In MySQL (any SQL actually), string searches are computationally very
expensive when compared with integers. If you’re dealing with a relatively
small number of rows then the difference isn’t a problem.

It’s like asking “show me all the rows where the number is between 1 and
1000” versus “show me all the rows that look like something between one
and one thousand in words”.  The second statement is the same question but
requires a lot more processing because the database has to think about
every number as a word.  It might only take fractions of a second longer
for one row, but multiply that by 300 million rows (which is what I’m
trying to analyse) and the difference is huge.
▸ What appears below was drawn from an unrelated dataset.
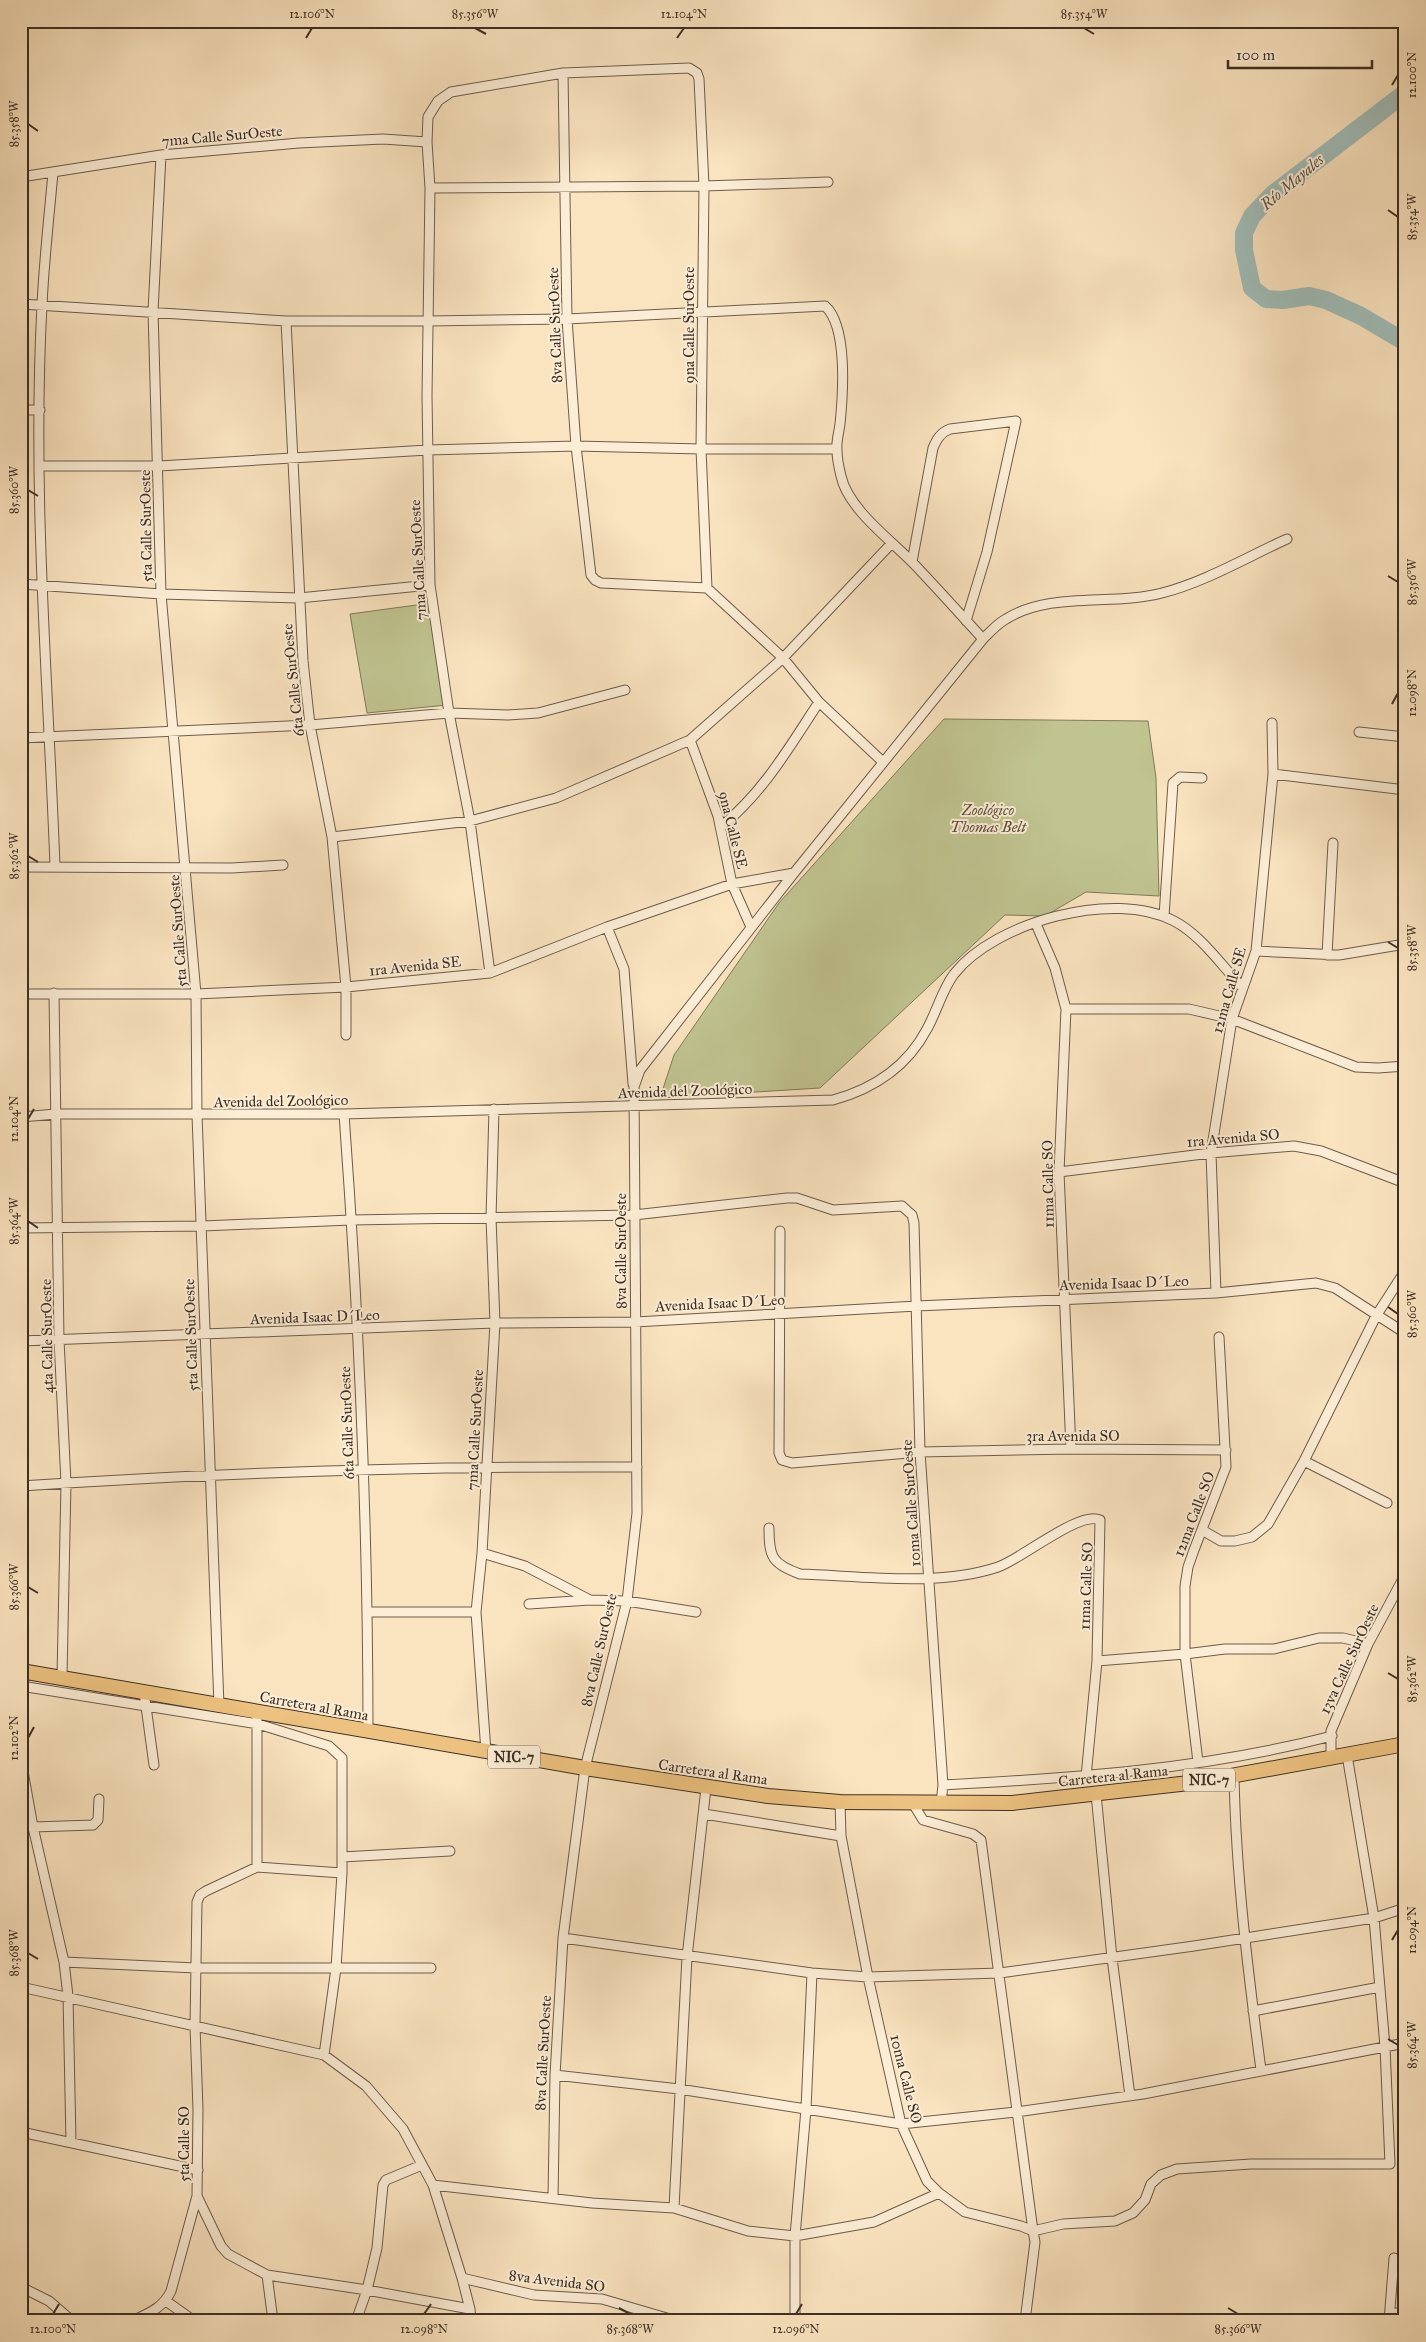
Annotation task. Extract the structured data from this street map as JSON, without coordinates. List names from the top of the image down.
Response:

PostgreSQL handles this
really well as it has support for IP’s as a column type which presumably
converts to integers in the back end.

I will try pmacct with ipv4 on my test collector with sql_num_hosts and if
it works well then having the same for inet6_aton would be great.

-Scott


On 17/09/14 16:03, "itria30...@itri.org.tw" <itria30...@itri.org.tw> wrote:

>Hi Scott and Paolo,
>
>  May I ask a question per your good experience?
>
>  What is the performance difference between using string ipv4 and
>integer ipv4?  And potential impact?
>
>  I have a PC running sfacctd that collects 2 giga-switches.  And it
>collects around 5M records into mysql per day.
>
>  I am satisfied with the default string ipv4 for its convenience of
>being readable.  And I would like to know the performance drawback.